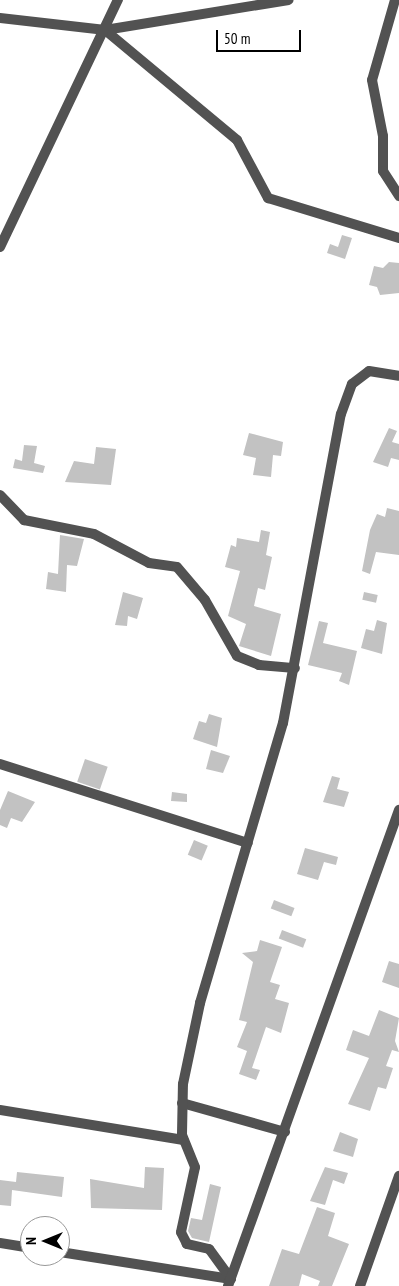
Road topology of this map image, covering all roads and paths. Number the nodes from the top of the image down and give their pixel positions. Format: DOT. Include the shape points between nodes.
graph roads {
  1 [pos="118,0"];
  2 [pos="289,0"];
  3 [pos="395,0"];
  4 [pos="0,18"];
  5 [pos="105,30"];
  6 [pos="399,196"];
  7 [pos="399,238"];
  8 [pos="0,248"];
  9 [pos="399,376"];
  10 [pos="0,495"];
  11 [pos="295,668"];
  12 [pos="0,764"];
  13 [pos="399,810"];
  14 [pos="248,843"];
  15 [pos="182,1103"];
  16 [pos="0,1110"];
  17 [pos="284,1132"];
  18 [pos="184,1140"];
  19 [pos="399,1176"];
  20 [pos="0,1243"];
  21 [pos="20,1246"];
  22 [pos="70,1254"];
  23 [pos="229,1282"];
  24 [pos="360,1286"];
  1 -- 5 [label="street"];
  2 -- 5 [label="street"];
  3 -- 6 [label="street" via="372,80 384,136 384,171"];
  4 -- 5 [label="street"];
  5 -- 7 [label="street" via="237,140 268,198"];
  5 -- 8 [label="street"];
  9 -- 11 [label="street" via="368,371 352,384 342,414"];
  10 -- 11 [label="street" via="24,520 94,534 149,563 177,568 205,600 237,656 259,665"];
  11 -- 14 [label="street"];
  12 -- 14 [label="street"];
  13 -- 17 [label="street"];
  14 -- 15 [label="street" via="200,1003"];
  15 -- 17 [label="street"];
  15 -- 18 [label="street"];
  16 -- 18 [label="street"];
  17 -- 23 [label="street"];
  18 -- 23 [label="street" via="195,1167 181,1232 187,1244 209,1250"];
  19 -- 24 [label="street"];
  20 -- 21 [label="street"];
  22 -- 23 [label="street"];
}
------
__What is being asked__:
The data above needs to be retyped exactly, with the images left out.

__Result__:
Road topology of this map image, covering all roads and paths. Number the nodes from the top of the image down and give their pixel positions. Format: DOT. Include the shape points between nodes.
graph roads {
  1 [pos="118,0"];
  2 [pos="289,0"];
  3 [pos="395,0"];
  4 [pos="0,18"];
  5 [pos="105,30"];
  6 [pos="399,196"];
  7 [pos="399,238"];
  8 [pos="0,248"];
  9 [pos="399,376"];
  10 [pos="0,495"];
  11 [pos="295,668"];
  12 [pos="0,764"];
  13 [pos="399,810"];
  14 [pos="248,843"];
  15 [pos="182,1103"];
  16 [pos="0,1110"];
  17 [pos="284,1132"];
  18 [pos="184,1140"];
  19 [pos="399,1176"];
  20 [pos="0,1243"];
  21 [pos="20,1246"];
  22 [pos="70,1254"];
  23 [pos="229,1282"];
  24 [pos="360,1286"];
  1 -- 5 [label="street"];
  2 -- 5 [label="street"];
  3 -- 6 [label="street" via="372,80 384,136 384,171"];
  4 -- 5 [label="street"];
  5 -- 7 [label="street" via="237,140 268,198"];
  5 -- 8 [label="street"];
  9 -- 11 [label="street" via="368,371 352,384 342,414"];
  10 -- 11 [label="street" via="24,520 94,534 149,563 177,568 205,600 237,656 259,665"];
  11 -- 14 [label="street"];
  12 -- 14 [label="street"];
  13 -- 17 [label="street"];
  14 -- 15 [label="street" via="200,1003"];
  15 -- 17 [label="street"];
  15 -- 18 [label="street"];
  16 -- 18 [label="street"];
  17 -- 23 [label="street"];
  18 -- 23 [label="street" via="195,1167 181,1232 187,1244 209,1250"];
  19 -- 24 [label="street"];
  20 -- 21 [label="street"];
  22 -- 23 [label="street"];
}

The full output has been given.